Genuine Redundancy Payments
Genuine redundancy payments you receive are tax-free up to a limit based on your number of years of service. For the year ended 30 June 2011, the tax-free limit is $8,126 (up from $7,350), plus $4,064 for every year of service (up from $3,676). The amount over the limit will be taxed and will then form part of your ETP.

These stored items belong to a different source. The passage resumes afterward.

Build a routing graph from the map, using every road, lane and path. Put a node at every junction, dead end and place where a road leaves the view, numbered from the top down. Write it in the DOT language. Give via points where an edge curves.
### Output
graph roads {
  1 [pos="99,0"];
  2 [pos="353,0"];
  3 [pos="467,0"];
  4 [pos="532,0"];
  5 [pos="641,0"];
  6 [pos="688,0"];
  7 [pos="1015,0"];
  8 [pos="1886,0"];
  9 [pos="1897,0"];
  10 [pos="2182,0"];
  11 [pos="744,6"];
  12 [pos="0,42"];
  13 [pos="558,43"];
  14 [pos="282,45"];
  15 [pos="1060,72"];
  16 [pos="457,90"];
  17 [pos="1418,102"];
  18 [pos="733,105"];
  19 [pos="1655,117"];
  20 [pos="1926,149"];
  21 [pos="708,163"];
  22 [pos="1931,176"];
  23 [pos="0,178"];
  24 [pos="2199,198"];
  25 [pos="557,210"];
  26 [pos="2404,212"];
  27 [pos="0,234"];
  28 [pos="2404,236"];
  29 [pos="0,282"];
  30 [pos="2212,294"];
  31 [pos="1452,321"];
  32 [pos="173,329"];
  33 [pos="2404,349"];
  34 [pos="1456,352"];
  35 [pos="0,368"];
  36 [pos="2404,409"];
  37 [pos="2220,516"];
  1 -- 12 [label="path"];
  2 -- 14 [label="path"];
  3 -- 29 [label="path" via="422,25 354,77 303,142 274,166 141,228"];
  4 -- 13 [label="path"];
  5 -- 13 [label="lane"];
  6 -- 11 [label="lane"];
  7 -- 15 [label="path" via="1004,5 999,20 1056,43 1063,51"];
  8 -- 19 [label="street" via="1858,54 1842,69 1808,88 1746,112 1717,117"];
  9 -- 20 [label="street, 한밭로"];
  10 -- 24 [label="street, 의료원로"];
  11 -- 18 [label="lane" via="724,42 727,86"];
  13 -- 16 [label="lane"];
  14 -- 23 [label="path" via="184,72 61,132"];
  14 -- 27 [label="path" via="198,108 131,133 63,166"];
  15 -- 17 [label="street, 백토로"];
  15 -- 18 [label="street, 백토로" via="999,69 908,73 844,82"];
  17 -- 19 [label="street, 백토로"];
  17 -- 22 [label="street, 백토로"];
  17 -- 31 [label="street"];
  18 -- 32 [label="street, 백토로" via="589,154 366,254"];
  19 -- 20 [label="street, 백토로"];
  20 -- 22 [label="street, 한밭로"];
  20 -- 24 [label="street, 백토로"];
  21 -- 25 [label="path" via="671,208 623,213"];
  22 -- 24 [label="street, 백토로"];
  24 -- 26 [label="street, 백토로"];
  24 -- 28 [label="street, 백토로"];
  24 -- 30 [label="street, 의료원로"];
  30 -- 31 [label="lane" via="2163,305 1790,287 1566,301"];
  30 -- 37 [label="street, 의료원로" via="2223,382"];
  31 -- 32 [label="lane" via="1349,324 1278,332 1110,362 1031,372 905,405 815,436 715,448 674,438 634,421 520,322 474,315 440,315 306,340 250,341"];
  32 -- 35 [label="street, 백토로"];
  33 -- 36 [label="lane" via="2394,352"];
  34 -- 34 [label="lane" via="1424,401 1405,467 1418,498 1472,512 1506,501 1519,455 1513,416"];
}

HELP Repayment Thresholds and Rates for 2010/11
The taxable income levels for repayment of Higher Education Loan Programme (HELP) debts for the 2010/11 year and the repayment rates are as follows;
HELP Repayment Income (HRI) | Repayment Rate |
Below $44,912 | Nil |
$44,912 - $50,028 | 4% of HRI |
$50,029 - $55,143 | 4.5% of HRI |
$55,144 - $58,041 | 5% of HRI |
$58,042 - $62,390 | 5.5% of HRI |
$62,391 - $67,570 | 6% of HRI |
$67,571 - $71,126 | 6.5% of HRI |
$71,127 - $78,273 | 7% of HRI |
$78,274 – 83,407 | 7.5% of HRI |
$80,408 and above | 8% of HRI |
New Rules for GST Grouping
Recent changes to the GST Grouping measures have reduced the previous risks in becoming a member of a GST group. The changes now allow;
- members of a GST group to limit their otherwise joint and several liability for the GST liabilities of the GST group, by entering into an indirect sharing arrangement,
- a member of a GST group that exits the group during a tax period is able to exit clear of any liability for the portion of that tax period that it was a member,
- GST group can form and dissolve, and new members can be added:
- on a self assessment basis (pending notifying the ATO),
- with effect on any day during a tax period.

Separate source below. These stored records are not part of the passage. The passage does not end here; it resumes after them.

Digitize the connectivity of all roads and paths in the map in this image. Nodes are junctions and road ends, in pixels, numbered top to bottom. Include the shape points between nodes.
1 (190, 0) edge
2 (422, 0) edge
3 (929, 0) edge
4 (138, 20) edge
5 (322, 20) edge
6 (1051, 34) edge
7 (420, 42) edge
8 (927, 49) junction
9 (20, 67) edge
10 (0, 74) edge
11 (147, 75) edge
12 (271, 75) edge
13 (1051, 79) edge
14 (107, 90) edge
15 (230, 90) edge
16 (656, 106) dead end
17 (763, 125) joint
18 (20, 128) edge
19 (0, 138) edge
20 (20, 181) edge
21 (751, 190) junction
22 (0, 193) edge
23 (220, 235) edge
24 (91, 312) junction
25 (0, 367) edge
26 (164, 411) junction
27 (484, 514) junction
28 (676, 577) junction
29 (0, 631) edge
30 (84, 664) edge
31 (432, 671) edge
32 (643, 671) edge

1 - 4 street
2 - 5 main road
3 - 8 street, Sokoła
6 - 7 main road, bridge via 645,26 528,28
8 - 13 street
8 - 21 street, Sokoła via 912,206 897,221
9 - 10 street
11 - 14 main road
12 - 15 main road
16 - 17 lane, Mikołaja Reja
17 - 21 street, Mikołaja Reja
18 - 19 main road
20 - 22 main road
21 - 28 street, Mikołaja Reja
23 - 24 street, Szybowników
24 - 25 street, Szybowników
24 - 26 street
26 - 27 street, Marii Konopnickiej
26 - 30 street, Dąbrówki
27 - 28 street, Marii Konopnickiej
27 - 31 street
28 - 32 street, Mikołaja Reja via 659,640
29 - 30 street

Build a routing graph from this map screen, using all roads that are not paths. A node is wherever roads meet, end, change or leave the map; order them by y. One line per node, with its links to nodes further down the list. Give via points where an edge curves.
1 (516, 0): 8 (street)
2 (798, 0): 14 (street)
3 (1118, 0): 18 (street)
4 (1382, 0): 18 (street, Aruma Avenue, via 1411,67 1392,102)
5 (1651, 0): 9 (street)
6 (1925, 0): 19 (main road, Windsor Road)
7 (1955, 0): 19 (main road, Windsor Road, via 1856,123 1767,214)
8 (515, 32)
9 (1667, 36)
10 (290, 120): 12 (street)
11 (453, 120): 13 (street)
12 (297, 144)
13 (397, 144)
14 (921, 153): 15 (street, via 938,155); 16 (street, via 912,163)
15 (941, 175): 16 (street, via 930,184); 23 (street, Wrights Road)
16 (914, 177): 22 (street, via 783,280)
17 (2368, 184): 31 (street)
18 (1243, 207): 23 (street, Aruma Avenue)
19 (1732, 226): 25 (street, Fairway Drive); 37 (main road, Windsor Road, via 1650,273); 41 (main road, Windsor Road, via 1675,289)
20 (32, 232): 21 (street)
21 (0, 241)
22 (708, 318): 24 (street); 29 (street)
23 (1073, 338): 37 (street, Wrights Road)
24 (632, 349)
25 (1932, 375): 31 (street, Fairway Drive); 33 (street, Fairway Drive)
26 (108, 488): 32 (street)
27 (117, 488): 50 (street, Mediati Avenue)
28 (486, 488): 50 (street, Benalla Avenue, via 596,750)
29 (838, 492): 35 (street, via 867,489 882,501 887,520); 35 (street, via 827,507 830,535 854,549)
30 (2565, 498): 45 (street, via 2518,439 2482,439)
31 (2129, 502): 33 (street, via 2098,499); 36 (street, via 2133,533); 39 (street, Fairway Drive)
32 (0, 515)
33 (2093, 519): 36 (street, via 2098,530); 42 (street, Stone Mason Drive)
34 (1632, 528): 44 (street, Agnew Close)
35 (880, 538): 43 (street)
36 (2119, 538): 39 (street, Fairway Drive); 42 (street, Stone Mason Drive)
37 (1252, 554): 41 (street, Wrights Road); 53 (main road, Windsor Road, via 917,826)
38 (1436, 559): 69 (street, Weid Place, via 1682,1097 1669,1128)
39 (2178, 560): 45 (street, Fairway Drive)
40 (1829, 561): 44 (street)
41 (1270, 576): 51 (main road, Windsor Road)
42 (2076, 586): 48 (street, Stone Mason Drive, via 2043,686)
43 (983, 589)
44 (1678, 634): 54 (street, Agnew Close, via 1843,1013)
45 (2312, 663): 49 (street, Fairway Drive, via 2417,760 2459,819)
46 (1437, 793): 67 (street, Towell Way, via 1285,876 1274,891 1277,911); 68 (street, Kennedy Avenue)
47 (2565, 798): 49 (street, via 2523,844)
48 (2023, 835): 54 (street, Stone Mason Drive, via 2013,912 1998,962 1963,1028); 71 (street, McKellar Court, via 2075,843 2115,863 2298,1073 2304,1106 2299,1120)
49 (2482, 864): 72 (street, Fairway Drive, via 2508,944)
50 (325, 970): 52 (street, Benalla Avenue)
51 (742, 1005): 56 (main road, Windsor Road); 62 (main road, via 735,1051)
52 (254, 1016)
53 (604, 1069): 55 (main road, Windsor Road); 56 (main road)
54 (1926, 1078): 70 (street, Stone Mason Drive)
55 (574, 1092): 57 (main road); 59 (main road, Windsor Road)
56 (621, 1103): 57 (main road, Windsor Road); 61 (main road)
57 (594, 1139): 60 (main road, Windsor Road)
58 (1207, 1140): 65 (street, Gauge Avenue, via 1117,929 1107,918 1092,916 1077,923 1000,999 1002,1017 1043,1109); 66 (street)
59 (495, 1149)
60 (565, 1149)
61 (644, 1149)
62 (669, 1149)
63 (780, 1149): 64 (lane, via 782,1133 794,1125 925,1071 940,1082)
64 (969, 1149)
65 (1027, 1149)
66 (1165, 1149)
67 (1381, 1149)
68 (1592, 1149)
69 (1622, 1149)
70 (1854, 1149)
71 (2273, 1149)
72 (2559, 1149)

Div 7A – Amendments to the Private Company Loan Rules
One of the changes that may affect private companies concerns shareholders or their associates who use company assets for free, or for less than their market value. These arrangements will now
be treated as payments for the purposes of Division 7A. There are three exceptions to this change:
- minor usage of company assets,
- instances where had the shareholder (or their associate) incurred and paid a cost to use the asset, they would have been eligible to claim a once only deduction for that cost
- the use of certain residences. A number of conditions have to be met for this exception to apply.
Private companies that are currently allowing the use of assets that do not come under the exceptions may need to review their position. These companies will have to consider keeping records of usage and payments for the usage.
Employee Share Scheme (ESS) Rules
To work out when tax must be paid on Employee Share Scheme (ESS) interests, you will now need to consider the structure of the scheme and, in some cases, the employee’s circumstances.
If you are part of a taxed up-front ESS, you may be eligible for a $1,000 up-front tax concession if your taxable income (after adjustments) is $180,000 or less. Also, as a result of participating in the scheme, you must not:
- receive more than 5% ownership of the company,
- control more than 5% of the voting rights in the company.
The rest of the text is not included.